Here, I’m installing the latest version of Python, 3.6.4, which works with my OS. If you don’t use Python for anything else, just following these instructions will probably be your best bet. There are different ways to install Python, for example, using Anaconda which provides GUI and may be better in the long run, but I won’t use it here.
1.1 Download Python
First step, download Python from here: link for Windows. Make sure to get an installer that matches your operating system and R. In other words, if you have 32-bit R installed, download the 32-bit version (labelled “Windows x86”). With 64-bit R, download 64-bit Python (labelled “Windows x86-64”).
1.2 Install Python
After the download is complete, execute the installer. Two important things. First, check the box that says “add to PATH” when you see it. For Python 2.7.x, this option has a different appearance – not as a checkbox but an icon to click somewhere during the setup. If you have accidentally neglected to check the “add to PATH” box, you will need to manually add the path for Python to the system environment variables (but it might be difficult to find what works for your system so you might as well just uninstall, reboot, and reinstall, enabling the above-mentioned option). Second, I recommend just use the default directory provided as the location. In my case, Python did not work properly when I installed it under a different location.
1.3 Test if Python works
Open up a Command Prompt by searching “command …” or “cmd” from the windows start menu. Preferably, open the program by right-clicking the mouse and selecting “run as administrator”. If you don’t run it as admin, it’s fine for now but you have to run it as admin when you execute Section 2.2 Download language models.

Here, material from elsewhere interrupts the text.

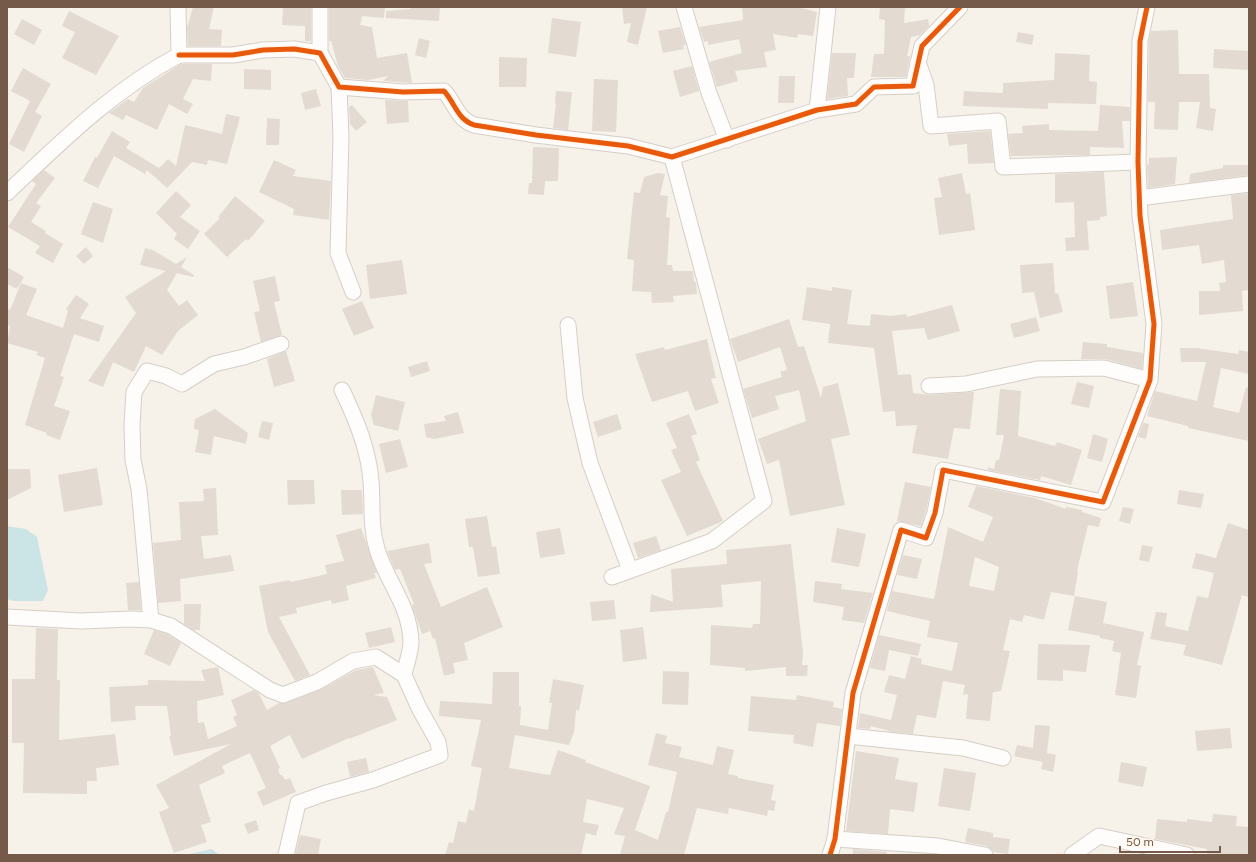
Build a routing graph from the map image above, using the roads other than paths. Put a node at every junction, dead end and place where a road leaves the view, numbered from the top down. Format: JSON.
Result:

Type “python” (without the quotation marks) and hit enter.
Your installation was successful if you see something like this:
Python 3.6:d48eceb, Dec 19 2017, 06:54:40 64 bit (AMD64)] on win32
Type "help", "copyright", "credits" or "license" for more information.
If you get a message that says “python is not recognized as internal or external command”, which I don’t think you will as long as you have followed the instructions exactly so far, it means trouble. If you don’t know well about these issues, the simplest solution is to uninstall, reboot, and reinstall. Hopefully you have not encountered any issues and have Python up and running now.
Now type in “exit()” (without the quotation marks) to move on to installing spaCy.
2. Installing NLP backend: spaCy
To put it very simply, spaCy is a library that processes and analyzes languages. CleanNLP utilizes this specific Python library. Another option with cleanNLP is coreNLP (Java). I find spaCy lighter and easier to set up than coreNLP (a point also noted by the creators). Here I only demonstrate installing spaCy. See the “Backends” section from here for more information related to this.
2.1 Install spaCy
In your Command Prompt, enter the following code:
pip install -U spacy
It can take several minutes to finish installing. If it fails to install with the error message that says Microsoft Visual C++ 14.0 is required, go download Visual C++ Build Tools and retry.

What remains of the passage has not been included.